Aku menggeleng, tanpa sadar tanganku sudah mengenggam kuat sendok yang aku bawa! Wanita itu!

"Ra?! Hei!" Lambaian tangan di depanku membuatkusadar. Lo ga boleh emosi ara!, Tekanku dalam hati.

"I'm okay," sahutku.

NO I'M NOT OKAY!

"Udah ga usah diliatin," sahutan Mozi membuatku menghadap kepadanya. Sepertinya Mozi sadar siapa yang aku perhatikan.

"Harus pamer?" Aku tertawa mengejek, rasanya ingin aku jambak wanita itu! Ingin aku tarik rambutnya, sehingga dia sadar sakitnya aku.

"Lo kalau kenapa-kenapa ya bilang, jangan ditahan." Usapan lembut di tanganku membuatku menatap ka Ori. Aku menatapnya sendu, ada kabut menyelimuti. Sepertinya aku akan menangis.

"Sorry, gue gapapa. Makan aja lagi." Kataku. Riani pun tersenyum dan memulai makan kembali. Aku menoleh ke Mozi yang tersenyum, seolah menguatkanku. Dan ka Ori dengan tatapan khawatirnya.

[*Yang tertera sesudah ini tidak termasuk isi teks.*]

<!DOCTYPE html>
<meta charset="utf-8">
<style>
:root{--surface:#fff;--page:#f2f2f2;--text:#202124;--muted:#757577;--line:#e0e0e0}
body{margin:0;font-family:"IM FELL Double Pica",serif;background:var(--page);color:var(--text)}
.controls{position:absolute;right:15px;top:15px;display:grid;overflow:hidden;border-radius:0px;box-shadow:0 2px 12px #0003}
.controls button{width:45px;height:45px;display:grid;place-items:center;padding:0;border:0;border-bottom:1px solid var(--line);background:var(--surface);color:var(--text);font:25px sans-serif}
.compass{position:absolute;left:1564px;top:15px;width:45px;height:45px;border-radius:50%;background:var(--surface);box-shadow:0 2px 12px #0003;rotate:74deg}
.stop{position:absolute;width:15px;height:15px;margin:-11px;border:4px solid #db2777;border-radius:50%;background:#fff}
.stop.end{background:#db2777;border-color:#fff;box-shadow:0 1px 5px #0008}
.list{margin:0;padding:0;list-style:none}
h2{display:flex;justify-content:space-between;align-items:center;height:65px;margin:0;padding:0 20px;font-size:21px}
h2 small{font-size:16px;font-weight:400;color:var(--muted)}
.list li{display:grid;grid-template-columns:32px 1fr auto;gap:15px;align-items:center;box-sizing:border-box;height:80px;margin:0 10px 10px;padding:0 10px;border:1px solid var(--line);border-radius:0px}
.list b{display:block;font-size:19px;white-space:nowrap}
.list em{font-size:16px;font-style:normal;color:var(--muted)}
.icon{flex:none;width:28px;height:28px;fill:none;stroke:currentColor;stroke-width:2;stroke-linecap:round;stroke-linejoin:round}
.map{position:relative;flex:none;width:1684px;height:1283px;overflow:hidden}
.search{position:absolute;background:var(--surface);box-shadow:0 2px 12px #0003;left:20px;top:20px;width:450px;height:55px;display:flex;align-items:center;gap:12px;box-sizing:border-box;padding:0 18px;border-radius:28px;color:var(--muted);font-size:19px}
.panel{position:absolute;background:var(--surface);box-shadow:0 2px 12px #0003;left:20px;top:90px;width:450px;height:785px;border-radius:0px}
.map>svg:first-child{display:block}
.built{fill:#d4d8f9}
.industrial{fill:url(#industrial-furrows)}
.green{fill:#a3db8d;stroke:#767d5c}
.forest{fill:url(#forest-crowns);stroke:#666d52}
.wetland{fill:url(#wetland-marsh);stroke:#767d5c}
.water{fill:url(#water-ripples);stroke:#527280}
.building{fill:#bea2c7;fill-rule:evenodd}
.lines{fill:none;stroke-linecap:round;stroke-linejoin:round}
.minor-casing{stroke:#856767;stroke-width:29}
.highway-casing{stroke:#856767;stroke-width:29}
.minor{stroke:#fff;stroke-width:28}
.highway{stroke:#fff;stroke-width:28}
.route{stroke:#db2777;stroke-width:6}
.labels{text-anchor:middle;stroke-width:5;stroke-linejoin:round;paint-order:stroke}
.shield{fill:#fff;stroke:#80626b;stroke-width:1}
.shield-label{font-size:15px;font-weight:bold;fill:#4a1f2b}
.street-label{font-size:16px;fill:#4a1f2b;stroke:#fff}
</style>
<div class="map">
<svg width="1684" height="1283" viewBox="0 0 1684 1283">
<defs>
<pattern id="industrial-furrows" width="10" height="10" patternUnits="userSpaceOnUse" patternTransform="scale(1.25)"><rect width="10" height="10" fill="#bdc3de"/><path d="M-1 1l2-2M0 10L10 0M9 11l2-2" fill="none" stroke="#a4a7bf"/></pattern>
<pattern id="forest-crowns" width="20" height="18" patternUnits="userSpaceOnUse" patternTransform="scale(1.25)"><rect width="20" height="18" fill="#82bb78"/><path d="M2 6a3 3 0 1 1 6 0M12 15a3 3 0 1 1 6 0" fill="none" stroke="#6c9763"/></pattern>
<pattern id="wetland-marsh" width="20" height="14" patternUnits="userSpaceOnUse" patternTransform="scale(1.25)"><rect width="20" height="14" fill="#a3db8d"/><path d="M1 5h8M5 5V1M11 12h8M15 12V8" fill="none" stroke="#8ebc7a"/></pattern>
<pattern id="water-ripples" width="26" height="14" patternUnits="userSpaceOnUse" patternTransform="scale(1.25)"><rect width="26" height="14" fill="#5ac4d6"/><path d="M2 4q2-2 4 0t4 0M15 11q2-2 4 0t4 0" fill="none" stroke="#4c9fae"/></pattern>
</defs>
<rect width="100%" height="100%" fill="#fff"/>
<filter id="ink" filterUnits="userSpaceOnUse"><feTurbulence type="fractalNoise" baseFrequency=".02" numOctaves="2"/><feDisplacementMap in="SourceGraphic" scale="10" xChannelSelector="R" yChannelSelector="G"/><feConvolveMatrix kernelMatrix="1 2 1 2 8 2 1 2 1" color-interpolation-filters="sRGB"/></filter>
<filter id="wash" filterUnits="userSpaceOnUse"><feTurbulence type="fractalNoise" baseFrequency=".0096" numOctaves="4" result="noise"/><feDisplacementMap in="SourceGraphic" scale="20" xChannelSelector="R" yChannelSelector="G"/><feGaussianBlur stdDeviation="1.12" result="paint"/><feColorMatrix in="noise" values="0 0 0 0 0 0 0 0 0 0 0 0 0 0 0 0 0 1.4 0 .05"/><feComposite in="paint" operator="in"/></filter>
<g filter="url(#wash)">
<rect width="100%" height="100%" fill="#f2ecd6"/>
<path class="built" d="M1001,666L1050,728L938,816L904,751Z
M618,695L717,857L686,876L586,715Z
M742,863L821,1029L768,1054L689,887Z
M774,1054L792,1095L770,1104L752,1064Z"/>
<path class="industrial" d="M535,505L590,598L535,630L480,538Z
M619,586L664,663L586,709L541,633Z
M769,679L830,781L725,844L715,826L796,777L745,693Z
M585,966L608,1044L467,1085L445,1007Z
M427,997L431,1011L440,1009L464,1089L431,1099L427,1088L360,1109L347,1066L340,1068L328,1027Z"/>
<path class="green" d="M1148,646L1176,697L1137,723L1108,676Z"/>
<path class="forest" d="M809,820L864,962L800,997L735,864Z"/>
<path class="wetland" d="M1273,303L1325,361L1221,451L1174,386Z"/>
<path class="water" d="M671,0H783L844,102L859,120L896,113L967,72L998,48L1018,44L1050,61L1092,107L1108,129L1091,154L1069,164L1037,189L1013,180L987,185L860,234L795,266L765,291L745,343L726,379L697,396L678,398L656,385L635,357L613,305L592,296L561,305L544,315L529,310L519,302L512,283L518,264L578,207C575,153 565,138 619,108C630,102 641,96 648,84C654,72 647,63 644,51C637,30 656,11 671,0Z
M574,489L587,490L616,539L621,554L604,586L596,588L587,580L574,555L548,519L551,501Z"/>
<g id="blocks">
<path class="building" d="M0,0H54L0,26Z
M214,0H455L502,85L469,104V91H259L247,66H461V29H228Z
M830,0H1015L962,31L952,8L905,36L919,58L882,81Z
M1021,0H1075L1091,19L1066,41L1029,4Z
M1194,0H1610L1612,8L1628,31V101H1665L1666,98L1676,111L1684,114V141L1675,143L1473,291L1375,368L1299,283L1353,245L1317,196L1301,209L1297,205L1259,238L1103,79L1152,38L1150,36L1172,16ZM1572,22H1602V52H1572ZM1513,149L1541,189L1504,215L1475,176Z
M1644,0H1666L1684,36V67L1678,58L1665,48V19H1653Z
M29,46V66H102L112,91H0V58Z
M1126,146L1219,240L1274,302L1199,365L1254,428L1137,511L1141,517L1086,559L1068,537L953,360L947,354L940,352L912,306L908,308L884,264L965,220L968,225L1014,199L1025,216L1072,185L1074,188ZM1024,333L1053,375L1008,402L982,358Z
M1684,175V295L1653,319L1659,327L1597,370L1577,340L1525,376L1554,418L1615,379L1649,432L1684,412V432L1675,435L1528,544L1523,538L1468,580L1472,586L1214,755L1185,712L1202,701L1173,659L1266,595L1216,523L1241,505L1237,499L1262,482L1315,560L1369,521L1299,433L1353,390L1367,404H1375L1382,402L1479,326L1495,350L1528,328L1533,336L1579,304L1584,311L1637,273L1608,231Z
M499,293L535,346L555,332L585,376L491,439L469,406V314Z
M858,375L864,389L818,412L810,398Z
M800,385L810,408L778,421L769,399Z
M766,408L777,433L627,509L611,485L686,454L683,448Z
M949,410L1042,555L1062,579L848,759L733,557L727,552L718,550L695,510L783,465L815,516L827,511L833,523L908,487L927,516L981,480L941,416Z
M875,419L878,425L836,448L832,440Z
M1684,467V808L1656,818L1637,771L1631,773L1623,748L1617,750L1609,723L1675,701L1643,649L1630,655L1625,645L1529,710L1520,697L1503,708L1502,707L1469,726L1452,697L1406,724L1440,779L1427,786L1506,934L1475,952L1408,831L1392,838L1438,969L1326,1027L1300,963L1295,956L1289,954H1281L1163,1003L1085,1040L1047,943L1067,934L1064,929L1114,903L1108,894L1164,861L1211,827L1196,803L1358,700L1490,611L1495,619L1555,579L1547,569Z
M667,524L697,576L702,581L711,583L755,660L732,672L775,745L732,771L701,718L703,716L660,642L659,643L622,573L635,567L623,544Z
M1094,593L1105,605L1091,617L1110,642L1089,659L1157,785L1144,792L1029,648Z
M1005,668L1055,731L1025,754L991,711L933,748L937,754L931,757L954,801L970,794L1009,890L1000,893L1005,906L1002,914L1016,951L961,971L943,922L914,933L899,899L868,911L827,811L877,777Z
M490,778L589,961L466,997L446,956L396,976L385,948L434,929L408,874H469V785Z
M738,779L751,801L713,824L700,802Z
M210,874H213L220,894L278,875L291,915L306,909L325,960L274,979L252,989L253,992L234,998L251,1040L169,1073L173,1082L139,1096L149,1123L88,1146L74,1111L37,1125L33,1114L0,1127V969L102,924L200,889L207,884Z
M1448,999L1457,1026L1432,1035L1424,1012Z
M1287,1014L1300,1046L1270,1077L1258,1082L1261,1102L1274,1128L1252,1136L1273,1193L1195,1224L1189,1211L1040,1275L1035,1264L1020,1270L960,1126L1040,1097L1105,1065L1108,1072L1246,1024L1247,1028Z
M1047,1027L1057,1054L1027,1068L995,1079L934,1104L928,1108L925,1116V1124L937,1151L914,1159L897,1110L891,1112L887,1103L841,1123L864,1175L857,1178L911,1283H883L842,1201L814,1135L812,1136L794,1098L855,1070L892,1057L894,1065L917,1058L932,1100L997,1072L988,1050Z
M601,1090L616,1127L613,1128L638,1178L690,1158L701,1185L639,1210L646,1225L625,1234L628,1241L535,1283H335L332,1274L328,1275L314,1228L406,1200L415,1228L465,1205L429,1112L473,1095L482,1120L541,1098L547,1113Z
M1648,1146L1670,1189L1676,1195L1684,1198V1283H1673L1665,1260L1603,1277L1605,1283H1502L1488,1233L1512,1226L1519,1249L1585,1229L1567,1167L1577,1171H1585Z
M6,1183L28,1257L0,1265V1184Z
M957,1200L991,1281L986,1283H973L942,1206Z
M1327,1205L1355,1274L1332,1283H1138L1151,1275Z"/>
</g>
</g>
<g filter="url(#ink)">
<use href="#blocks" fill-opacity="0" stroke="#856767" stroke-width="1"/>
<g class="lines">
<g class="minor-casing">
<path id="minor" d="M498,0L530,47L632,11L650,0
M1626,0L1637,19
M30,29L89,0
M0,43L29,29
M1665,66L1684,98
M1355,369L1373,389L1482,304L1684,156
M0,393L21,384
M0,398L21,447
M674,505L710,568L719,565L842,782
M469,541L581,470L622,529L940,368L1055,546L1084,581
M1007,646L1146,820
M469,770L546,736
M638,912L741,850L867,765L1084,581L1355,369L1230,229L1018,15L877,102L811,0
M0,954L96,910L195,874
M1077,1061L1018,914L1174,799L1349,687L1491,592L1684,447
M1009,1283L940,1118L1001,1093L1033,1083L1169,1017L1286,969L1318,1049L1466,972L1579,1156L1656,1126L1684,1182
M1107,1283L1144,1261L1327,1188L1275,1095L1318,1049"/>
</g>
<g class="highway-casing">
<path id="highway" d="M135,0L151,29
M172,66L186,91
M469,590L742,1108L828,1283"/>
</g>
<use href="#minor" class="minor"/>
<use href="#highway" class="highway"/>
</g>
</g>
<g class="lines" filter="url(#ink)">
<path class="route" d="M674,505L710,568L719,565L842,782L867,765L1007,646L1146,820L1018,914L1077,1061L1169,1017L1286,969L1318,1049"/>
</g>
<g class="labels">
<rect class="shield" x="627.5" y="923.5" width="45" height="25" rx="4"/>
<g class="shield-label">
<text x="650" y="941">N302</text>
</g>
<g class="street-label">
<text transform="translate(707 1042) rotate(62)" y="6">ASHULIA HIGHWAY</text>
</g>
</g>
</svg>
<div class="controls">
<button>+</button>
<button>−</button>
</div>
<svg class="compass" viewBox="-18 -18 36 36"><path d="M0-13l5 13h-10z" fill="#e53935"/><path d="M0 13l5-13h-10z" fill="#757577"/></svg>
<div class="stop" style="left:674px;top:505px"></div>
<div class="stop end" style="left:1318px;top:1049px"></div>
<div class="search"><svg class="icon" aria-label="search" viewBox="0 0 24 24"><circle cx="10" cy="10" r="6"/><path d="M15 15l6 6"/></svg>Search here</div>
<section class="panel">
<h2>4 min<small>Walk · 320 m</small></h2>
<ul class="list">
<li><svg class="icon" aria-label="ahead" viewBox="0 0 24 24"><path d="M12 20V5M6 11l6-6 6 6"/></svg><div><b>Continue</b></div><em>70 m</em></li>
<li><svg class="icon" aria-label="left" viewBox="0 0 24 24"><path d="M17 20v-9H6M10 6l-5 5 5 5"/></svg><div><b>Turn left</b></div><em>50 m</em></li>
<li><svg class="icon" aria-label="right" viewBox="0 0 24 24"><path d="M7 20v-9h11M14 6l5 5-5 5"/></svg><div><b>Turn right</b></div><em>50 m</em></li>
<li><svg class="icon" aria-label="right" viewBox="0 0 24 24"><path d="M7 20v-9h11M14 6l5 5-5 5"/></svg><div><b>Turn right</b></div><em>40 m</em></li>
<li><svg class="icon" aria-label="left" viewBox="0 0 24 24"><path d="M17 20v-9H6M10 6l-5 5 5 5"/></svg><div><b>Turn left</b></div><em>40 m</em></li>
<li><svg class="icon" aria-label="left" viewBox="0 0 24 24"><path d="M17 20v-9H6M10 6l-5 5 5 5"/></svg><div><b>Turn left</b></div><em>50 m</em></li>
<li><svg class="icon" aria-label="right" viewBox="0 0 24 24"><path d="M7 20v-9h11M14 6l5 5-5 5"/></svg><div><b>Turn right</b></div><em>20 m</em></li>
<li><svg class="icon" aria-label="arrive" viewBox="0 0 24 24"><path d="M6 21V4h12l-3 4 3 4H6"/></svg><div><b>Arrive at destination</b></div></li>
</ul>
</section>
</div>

Kami pun melanjutkan makan dalam dia. Sementara aku masih mencoba untuk menetralkan hatiku yang menggebu-gebu. Rasa sesak, kecewa, iri, itu menjadi satu dalam perasaanku setiap kali aku melihat wanita. Ya, wanita yang memegang posisi penting dalam hidup dia. Vera Chintya Aranata. Cih! Rasanya sebut namanya saja aku tidak sudi. Seharusnya dia mengerti aku! Seharusnya dia sadar, bahwa Kay milik aku. Tapi tidak, Kay membuat tembok itu. Tembok yang menghalangiku lagi untuk masuk ke dunianya karena wanita itu.

"Woi!"

Gebrakan meja membuatku menoleh. Kay dengan senyuman tanpa dosanya kini sudah berada dihadapanku dengan wanita itu. Aku pun melihat sekilas, tatapan matanya yang seperti bersalah. Ah tidak, aku tidak boleh emosi. Aku masih punya akal sehat, untuk tidak melakukan hal jahat. Rasanya lebih baik menjahati diri sendiri daripada orang lain.

"Eh lo ri! Mau makan juga?" Tanya ka Ori baik.

"Iya, eh kenalin ini--"

"Cewek Kay." Potongku dan memasukkan mie kwitiaw ke dalam mulutku.

"Bo..leh gabung?"

Huh? Emang meja lain ga ada?

Sementara Kay menatapku yang tidak bisa kuartikan. Aku hanya datar, pemandangan di luar jendela lebih menarik dari pada mereka berdua.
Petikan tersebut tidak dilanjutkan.